* _Dataset content_:

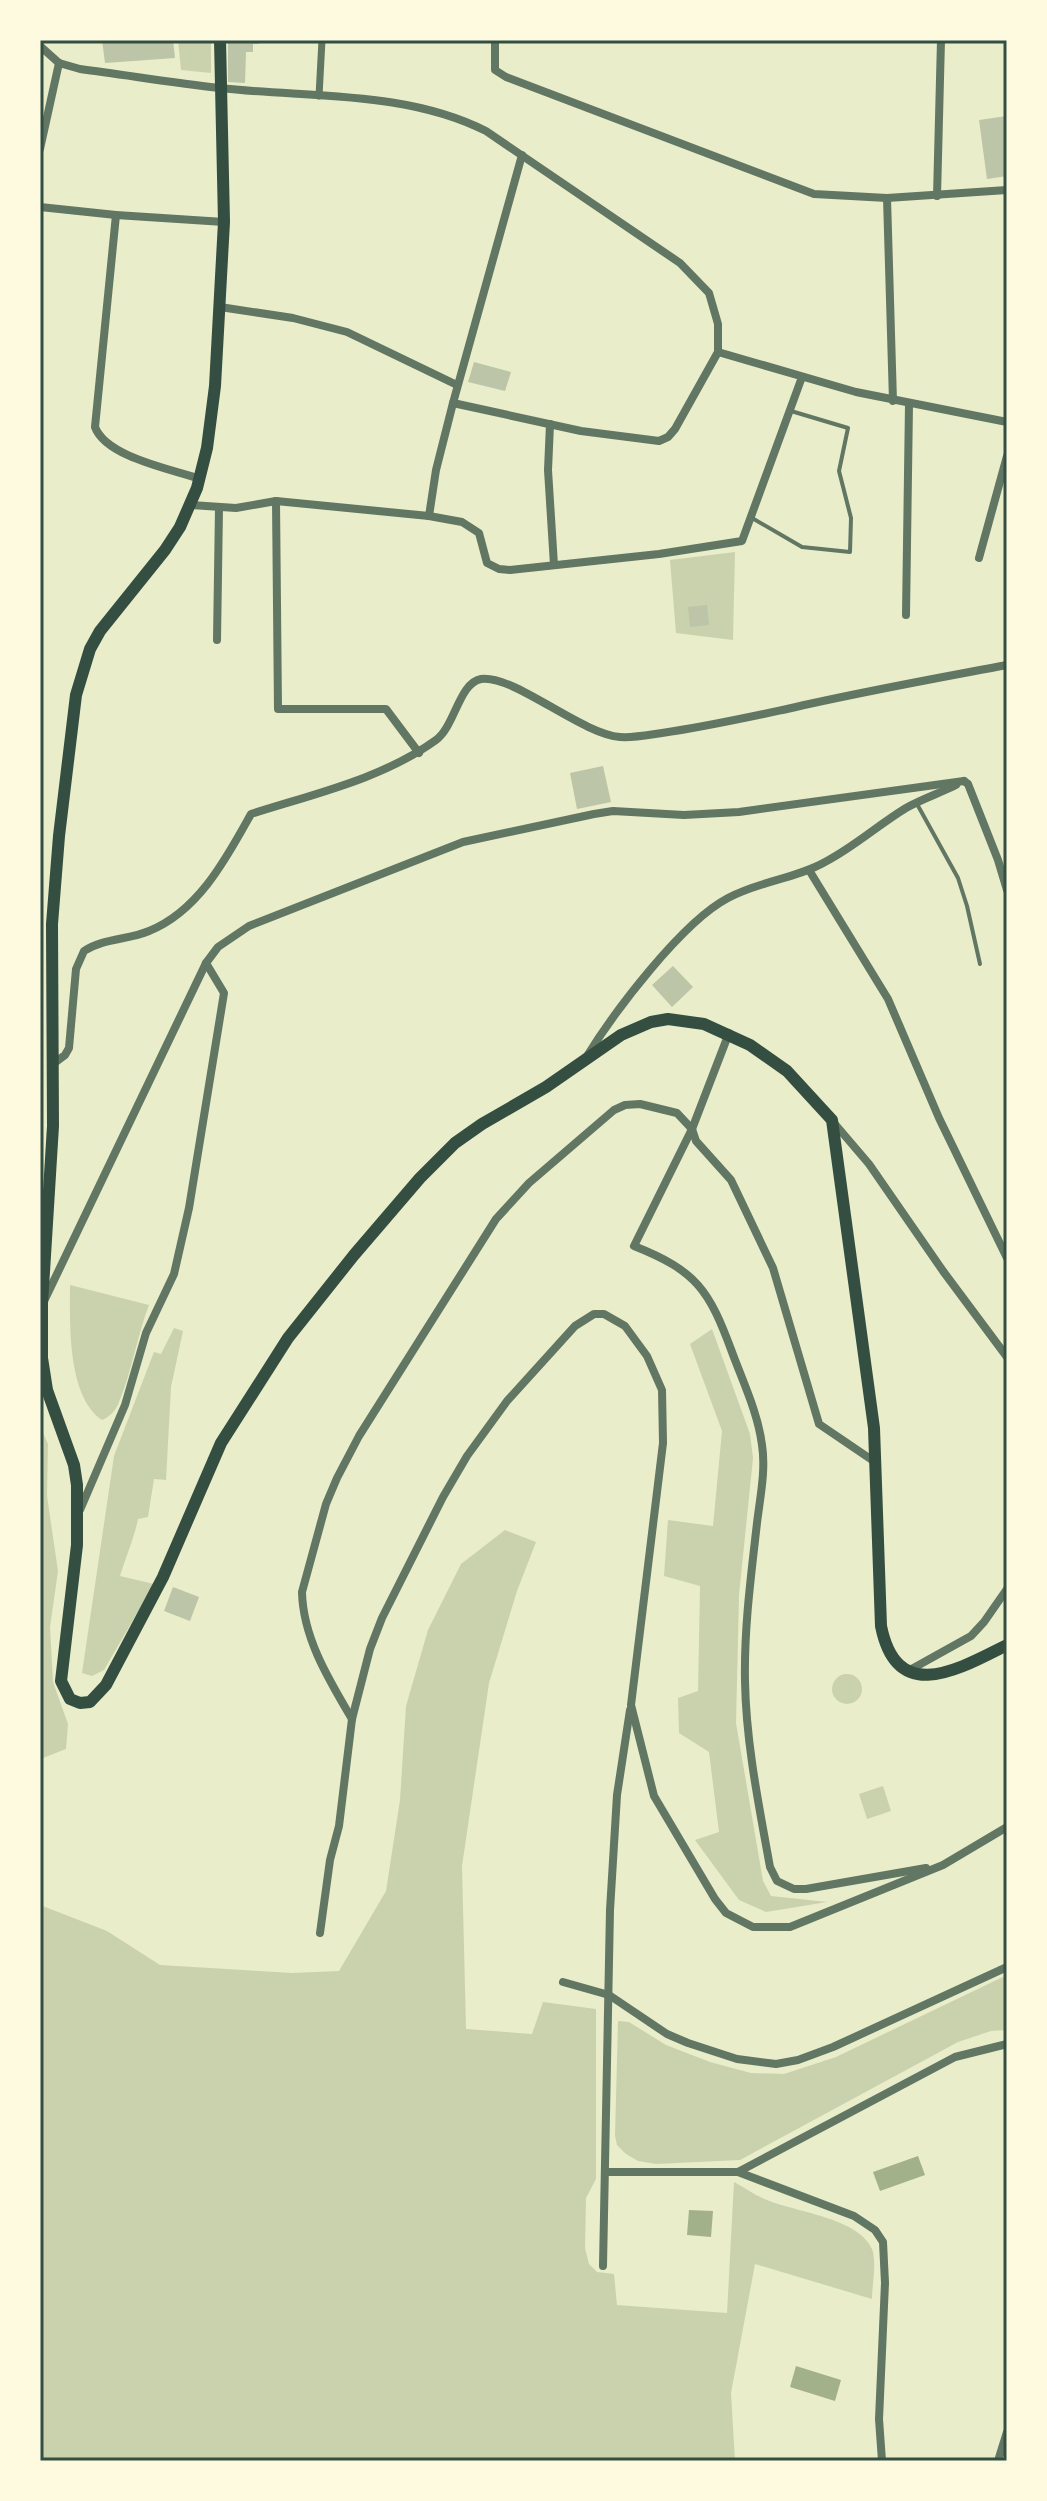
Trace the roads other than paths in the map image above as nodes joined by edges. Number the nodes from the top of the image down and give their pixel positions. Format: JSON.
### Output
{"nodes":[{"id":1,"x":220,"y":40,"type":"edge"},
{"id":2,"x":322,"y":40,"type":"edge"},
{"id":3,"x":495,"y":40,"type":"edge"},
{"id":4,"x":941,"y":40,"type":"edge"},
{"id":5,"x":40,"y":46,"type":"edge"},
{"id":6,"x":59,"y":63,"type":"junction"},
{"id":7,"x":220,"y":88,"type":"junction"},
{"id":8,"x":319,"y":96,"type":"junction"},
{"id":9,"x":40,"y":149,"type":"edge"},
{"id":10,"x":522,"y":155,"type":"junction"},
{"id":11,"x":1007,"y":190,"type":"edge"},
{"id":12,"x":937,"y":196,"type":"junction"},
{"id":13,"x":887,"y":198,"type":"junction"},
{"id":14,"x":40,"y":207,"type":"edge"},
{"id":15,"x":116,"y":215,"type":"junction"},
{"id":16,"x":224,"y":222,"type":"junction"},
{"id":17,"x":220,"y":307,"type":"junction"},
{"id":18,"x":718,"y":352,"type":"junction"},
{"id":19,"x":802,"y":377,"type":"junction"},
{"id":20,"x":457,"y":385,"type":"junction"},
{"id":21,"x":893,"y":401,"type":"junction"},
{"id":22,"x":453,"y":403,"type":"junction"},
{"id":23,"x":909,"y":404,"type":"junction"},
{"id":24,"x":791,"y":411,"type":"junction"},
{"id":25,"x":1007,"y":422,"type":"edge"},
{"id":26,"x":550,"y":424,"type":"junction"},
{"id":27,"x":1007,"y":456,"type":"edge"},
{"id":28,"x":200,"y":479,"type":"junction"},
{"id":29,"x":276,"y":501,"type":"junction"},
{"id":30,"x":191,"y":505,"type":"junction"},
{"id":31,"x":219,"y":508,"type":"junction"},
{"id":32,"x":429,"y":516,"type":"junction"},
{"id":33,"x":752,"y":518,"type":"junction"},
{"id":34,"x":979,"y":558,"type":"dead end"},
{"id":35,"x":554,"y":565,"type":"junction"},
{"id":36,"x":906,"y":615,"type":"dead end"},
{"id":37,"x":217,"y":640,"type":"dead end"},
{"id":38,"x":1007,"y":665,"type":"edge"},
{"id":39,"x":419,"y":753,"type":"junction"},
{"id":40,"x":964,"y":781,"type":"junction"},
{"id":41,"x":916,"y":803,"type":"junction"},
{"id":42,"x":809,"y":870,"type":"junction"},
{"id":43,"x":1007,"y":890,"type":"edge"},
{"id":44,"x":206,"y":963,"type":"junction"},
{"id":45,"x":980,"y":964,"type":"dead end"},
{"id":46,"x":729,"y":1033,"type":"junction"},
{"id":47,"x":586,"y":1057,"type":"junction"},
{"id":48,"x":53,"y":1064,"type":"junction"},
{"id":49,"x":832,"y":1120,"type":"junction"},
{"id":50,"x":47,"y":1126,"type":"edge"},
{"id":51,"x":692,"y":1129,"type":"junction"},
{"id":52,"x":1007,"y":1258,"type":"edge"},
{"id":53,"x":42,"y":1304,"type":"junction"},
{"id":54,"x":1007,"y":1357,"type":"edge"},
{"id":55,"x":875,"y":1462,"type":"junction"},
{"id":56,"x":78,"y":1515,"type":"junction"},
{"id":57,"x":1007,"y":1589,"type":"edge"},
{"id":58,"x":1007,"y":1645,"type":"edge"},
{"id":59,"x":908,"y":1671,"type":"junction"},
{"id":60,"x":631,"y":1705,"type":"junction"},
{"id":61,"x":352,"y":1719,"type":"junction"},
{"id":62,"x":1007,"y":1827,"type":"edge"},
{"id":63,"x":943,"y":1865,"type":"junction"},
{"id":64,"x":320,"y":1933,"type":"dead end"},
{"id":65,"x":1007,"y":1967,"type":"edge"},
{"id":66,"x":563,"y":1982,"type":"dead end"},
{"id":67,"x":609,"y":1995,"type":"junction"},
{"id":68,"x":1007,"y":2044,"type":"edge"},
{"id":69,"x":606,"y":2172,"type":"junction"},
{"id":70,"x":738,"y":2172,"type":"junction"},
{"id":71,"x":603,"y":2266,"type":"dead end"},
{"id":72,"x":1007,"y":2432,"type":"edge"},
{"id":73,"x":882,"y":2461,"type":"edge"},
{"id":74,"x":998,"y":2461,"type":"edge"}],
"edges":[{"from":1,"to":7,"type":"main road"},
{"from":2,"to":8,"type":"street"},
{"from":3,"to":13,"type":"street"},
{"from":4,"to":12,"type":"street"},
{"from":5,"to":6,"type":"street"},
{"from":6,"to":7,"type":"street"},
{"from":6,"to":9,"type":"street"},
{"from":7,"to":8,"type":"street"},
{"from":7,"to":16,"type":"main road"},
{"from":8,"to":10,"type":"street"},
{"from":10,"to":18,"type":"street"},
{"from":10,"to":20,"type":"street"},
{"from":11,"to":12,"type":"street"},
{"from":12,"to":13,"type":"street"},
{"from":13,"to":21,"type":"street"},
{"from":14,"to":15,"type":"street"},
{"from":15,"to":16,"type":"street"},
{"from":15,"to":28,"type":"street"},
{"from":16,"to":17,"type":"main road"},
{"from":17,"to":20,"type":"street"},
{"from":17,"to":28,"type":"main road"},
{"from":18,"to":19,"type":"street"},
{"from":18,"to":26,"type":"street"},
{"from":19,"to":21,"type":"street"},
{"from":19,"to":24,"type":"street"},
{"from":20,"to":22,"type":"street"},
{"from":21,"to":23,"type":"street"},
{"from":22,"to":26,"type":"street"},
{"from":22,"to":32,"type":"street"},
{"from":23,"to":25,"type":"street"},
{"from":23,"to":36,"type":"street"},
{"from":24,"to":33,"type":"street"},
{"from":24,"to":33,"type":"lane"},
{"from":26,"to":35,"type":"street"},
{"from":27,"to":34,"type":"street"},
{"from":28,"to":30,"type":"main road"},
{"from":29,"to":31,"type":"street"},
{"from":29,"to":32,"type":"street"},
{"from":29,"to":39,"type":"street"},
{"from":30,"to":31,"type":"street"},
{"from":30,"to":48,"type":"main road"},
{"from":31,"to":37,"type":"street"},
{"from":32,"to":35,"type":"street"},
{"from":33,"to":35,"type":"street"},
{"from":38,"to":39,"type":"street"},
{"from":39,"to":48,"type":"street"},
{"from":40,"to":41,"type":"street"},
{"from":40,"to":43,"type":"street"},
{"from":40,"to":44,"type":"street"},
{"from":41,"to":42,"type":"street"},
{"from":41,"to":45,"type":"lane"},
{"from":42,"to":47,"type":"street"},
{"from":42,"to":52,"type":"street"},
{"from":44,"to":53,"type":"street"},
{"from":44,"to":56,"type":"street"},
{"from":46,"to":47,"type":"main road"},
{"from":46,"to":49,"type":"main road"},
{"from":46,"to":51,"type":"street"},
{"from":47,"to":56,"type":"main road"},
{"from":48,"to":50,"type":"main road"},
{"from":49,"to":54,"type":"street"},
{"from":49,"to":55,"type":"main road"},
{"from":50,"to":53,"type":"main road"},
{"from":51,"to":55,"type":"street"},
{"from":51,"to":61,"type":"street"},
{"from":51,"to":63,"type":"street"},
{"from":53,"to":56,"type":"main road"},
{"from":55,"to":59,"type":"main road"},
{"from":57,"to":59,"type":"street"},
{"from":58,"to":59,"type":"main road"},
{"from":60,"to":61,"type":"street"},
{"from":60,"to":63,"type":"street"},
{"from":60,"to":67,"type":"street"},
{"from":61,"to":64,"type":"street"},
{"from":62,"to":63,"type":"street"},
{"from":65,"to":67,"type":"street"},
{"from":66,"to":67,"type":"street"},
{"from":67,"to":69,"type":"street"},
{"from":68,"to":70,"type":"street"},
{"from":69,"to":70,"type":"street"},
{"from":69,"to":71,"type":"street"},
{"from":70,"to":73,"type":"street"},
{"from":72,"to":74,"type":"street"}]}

---

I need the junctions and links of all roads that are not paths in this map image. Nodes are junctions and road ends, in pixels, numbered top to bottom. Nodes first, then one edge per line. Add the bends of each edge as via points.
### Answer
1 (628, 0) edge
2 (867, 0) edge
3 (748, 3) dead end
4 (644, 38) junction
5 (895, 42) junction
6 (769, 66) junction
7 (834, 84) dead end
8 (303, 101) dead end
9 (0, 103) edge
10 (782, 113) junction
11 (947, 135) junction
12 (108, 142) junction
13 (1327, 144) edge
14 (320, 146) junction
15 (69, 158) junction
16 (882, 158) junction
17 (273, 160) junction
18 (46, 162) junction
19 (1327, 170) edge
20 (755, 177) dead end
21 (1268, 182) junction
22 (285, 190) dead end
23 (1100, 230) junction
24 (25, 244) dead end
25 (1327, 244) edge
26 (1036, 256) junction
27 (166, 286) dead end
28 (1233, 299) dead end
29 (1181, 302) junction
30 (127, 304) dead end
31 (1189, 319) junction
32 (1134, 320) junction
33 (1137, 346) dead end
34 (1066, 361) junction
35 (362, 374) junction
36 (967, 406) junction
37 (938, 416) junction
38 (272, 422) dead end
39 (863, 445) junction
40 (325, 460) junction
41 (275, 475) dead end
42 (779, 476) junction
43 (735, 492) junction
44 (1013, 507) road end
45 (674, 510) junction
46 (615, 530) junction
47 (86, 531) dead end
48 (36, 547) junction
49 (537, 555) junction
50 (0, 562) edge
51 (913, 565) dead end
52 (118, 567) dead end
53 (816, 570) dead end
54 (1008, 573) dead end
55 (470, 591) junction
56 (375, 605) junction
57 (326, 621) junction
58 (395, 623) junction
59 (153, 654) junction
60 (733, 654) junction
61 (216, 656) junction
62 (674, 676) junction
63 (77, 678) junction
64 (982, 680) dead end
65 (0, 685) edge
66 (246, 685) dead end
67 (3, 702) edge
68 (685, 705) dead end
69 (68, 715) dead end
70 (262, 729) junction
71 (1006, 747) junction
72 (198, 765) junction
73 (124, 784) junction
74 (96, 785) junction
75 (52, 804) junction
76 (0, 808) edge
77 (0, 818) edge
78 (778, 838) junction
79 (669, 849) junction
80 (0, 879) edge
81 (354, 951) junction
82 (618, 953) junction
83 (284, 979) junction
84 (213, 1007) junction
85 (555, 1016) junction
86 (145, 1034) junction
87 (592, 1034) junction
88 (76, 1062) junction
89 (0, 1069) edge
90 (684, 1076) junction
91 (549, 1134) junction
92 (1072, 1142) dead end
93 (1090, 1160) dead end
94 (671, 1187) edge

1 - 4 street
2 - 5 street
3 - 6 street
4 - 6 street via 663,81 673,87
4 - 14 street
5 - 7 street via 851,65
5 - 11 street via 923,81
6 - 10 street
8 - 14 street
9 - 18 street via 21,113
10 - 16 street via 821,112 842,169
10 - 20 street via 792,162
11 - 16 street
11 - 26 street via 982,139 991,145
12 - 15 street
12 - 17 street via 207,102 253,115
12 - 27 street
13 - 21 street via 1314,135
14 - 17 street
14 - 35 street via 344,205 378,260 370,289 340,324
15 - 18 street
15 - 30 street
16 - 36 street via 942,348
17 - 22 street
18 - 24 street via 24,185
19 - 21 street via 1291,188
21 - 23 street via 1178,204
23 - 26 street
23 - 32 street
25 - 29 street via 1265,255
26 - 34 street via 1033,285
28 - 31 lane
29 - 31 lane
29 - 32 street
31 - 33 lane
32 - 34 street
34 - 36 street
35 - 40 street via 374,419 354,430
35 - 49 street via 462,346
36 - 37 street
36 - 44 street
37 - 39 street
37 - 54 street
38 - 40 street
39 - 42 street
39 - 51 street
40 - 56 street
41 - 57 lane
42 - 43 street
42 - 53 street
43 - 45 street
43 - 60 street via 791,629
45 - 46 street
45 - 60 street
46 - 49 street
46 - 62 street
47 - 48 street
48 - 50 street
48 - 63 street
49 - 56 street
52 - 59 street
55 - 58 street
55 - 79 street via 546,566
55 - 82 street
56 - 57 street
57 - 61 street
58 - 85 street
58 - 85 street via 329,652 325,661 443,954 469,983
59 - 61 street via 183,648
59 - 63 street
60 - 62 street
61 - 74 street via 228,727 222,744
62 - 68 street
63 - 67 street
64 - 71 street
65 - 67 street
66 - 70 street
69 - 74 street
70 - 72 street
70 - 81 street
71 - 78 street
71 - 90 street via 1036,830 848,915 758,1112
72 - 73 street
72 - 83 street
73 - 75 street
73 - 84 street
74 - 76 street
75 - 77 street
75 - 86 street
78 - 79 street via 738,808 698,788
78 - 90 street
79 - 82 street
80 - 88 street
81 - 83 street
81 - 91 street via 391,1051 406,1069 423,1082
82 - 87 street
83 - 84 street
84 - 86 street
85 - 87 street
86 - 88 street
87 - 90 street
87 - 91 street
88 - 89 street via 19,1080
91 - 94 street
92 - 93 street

* _Assignment_: Go through the records above, find every line with the word "roads", and list those lines.

* _Output for this task_:
Trace the roads other than paths in the map image above as nodes joined by edges. Number the nodes from the top of the image down and give their pixel positions. Format: JSON.
I need the junctions and links of all roads that are not paths in this map image. Nodes are junctions and road ends, in pixels, numbered top to bottom. Nodes first, then one edge per line. Add the bends of each edge as via points.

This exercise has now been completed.